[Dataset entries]
_ _ _ _

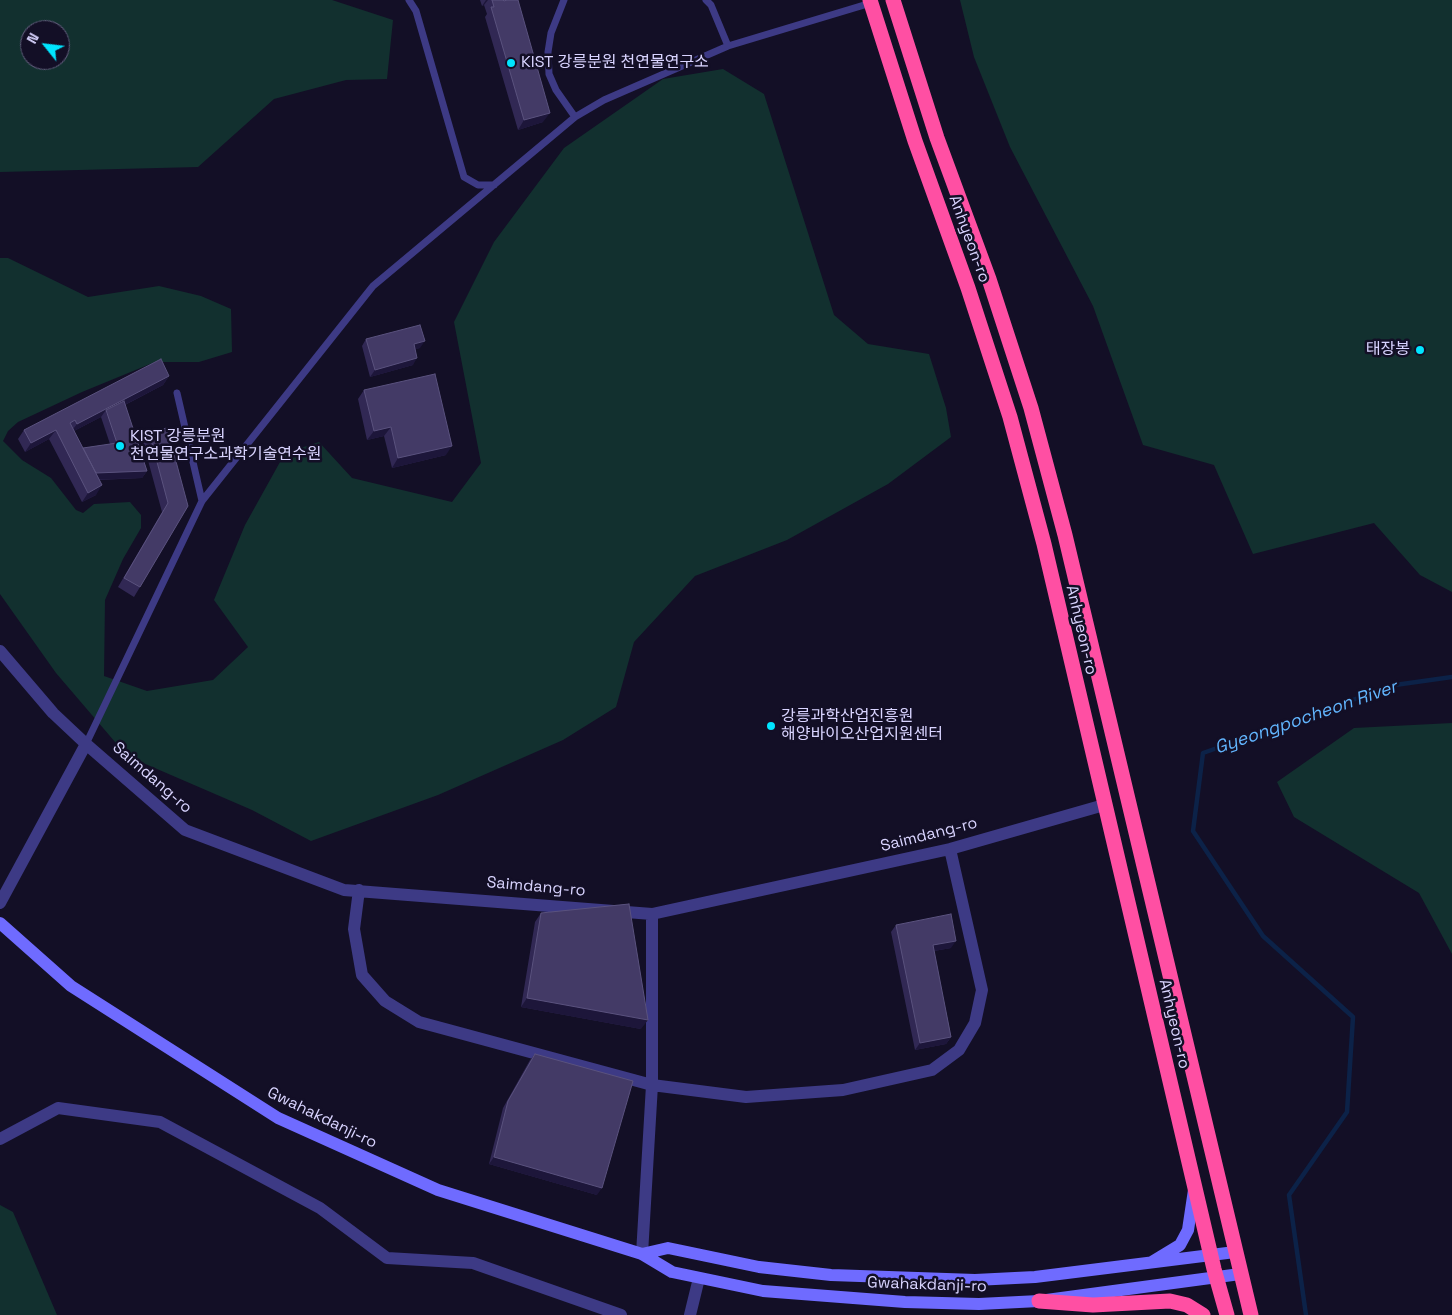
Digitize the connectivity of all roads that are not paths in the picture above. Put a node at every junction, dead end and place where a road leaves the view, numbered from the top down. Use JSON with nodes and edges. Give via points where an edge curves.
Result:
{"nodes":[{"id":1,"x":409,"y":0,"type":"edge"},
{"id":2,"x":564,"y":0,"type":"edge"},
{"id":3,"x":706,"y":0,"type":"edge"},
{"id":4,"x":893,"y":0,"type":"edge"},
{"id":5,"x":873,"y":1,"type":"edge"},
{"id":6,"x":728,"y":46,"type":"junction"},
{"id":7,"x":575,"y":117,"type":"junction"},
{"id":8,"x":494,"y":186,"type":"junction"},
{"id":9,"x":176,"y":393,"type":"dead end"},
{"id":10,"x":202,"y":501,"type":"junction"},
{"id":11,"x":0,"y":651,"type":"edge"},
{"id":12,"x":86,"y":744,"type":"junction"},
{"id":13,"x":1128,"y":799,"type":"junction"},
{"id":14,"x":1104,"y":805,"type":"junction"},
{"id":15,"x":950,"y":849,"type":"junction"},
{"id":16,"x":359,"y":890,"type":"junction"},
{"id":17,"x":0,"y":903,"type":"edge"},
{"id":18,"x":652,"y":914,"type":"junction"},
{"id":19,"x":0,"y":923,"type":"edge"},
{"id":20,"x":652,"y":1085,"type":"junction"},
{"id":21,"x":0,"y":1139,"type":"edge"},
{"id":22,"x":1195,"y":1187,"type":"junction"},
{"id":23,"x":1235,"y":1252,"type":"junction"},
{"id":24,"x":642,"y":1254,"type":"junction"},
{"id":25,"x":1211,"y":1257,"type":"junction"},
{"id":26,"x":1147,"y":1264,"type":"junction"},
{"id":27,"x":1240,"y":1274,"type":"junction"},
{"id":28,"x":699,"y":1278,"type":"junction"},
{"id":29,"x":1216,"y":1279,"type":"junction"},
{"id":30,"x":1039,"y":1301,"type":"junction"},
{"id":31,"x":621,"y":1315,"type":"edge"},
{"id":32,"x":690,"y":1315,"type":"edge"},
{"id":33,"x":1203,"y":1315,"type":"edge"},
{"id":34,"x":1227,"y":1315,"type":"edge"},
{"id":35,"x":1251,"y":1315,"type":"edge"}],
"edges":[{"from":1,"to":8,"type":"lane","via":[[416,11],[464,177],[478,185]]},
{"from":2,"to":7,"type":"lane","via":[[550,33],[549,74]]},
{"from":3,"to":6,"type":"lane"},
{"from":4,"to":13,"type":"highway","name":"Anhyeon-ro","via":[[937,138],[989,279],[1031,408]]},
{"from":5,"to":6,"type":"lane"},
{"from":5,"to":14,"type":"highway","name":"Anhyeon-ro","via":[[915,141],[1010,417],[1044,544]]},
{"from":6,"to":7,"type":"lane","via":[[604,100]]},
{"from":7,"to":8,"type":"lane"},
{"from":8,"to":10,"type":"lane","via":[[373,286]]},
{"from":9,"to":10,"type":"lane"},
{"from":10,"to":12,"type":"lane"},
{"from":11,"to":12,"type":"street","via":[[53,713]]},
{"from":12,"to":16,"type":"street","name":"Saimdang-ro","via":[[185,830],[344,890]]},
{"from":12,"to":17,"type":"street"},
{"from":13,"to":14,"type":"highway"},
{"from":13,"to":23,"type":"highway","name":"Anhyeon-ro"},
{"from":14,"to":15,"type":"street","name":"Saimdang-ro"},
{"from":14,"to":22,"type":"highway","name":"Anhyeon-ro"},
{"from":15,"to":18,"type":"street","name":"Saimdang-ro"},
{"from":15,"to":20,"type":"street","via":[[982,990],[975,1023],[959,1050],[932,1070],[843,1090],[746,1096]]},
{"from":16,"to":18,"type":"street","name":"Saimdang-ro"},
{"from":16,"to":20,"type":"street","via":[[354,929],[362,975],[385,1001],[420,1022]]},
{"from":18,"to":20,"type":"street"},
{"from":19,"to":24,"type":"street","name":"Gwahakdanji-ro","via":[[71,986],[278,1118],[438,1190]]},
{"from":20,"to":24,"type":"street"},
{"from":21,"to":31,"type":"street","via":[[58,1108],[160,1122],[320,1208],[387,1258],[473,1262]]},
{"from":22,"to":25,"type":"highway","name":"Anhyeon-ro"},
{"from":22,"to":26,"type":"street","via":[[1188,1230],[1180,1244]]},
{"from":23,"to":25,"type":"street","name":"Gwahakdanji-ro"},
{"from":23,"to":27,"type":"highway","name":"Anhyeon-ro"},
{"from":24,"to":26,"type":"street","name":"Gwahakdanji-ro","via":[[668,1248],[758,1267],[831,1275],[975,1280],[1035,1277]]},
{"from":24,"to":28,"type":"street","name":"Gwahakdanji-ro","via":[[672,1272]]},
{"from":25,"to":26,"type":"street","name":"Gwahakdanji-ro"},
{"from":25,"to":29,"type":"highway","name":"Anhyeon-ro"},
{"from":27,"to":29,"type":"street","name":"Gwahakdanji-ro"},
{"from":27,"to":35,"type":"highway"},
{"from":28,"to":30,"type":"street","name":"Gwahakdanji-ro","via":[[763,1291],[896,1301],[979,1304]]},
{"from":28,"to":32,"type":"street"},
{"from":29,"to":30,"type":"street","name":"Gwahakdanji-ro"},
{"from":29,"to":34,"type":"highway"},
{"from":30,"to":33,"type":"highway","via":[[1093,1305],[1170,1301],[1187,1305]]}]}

_ _ _ _

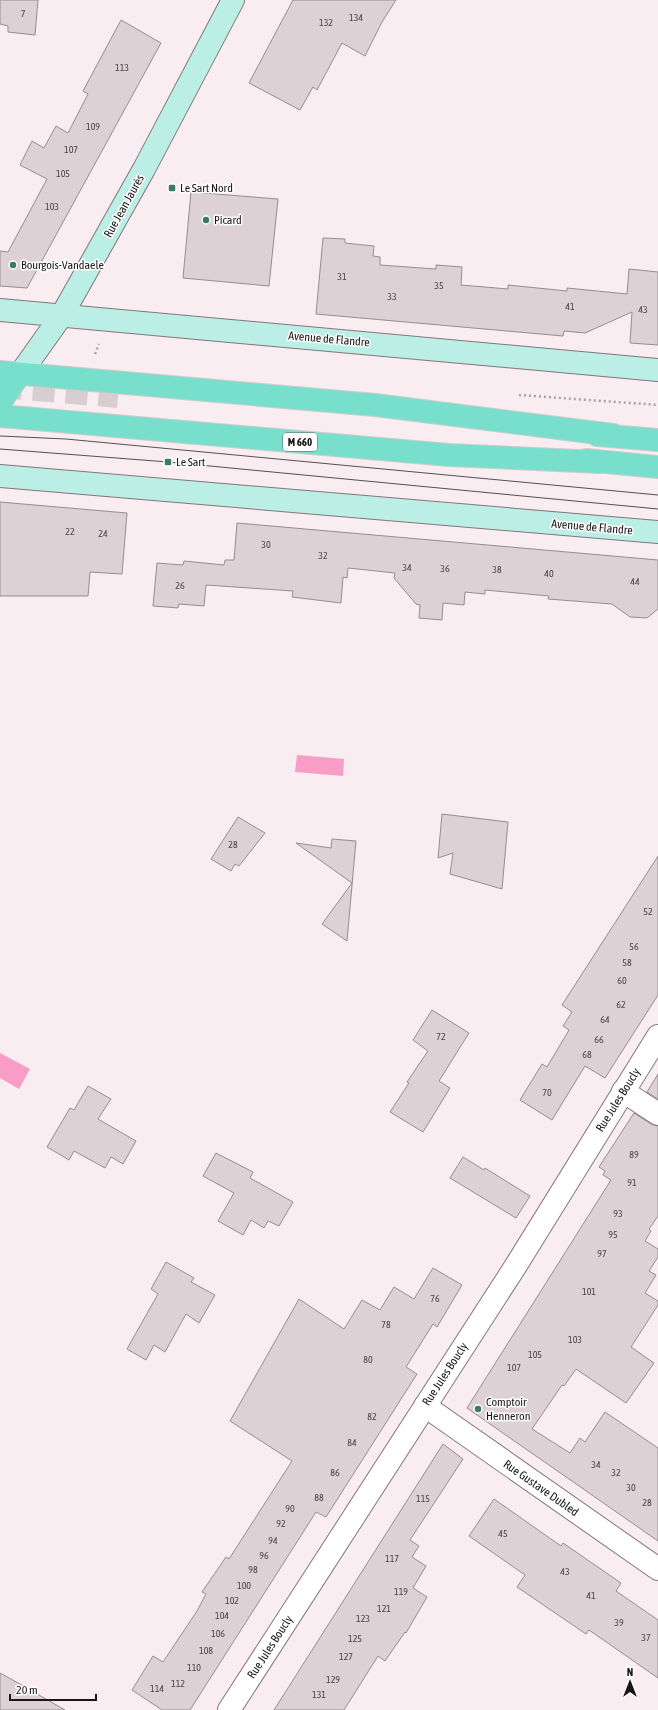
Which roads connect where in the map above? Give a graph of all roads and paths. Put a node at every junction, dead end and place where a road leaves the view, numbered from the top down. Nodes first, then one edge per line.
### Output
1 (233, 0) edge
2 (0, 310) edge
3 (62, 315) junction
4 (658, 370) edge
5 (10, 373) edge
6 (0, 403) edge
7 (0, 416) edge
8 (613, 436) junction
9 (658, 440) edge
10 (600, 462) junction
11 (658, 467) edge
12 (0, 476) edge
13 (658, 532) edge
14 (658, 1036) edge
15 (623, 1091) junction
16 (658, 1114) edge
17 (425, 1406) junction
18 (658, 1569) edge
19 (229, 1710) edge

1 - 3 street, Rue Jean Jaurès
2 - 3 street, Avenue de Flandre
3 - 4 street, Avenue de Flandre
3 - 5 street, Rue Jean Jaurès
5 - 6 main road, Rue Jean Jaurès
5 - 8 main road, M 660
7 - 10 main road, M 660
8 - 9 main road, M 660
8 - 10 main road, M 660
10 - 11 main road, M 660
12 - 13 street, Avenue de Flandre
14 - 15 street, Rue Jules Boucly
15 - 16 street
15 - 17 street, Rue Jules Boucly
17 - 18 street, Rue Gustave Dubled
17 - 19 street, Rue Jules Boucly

_ _ _ _

* **GOAL OF THE EXERCISE**
Which lines of the data contain the string "leaves"? Copy each of them.

* **REPLY**
Digitize the connectivity of all roads that are not paths in the picture above. Put a node at every junction, dead end and place where a road leaves the view, numbered from the top down. Use JSON with nodes and edges. Give via points where an edge curves.
Which roads connect where in the map above? Give a graph of all roads and paths. Put a node at every junction, dead end and place where a road leaves the view, numbered from the top down. Nodes first, then one edge per line.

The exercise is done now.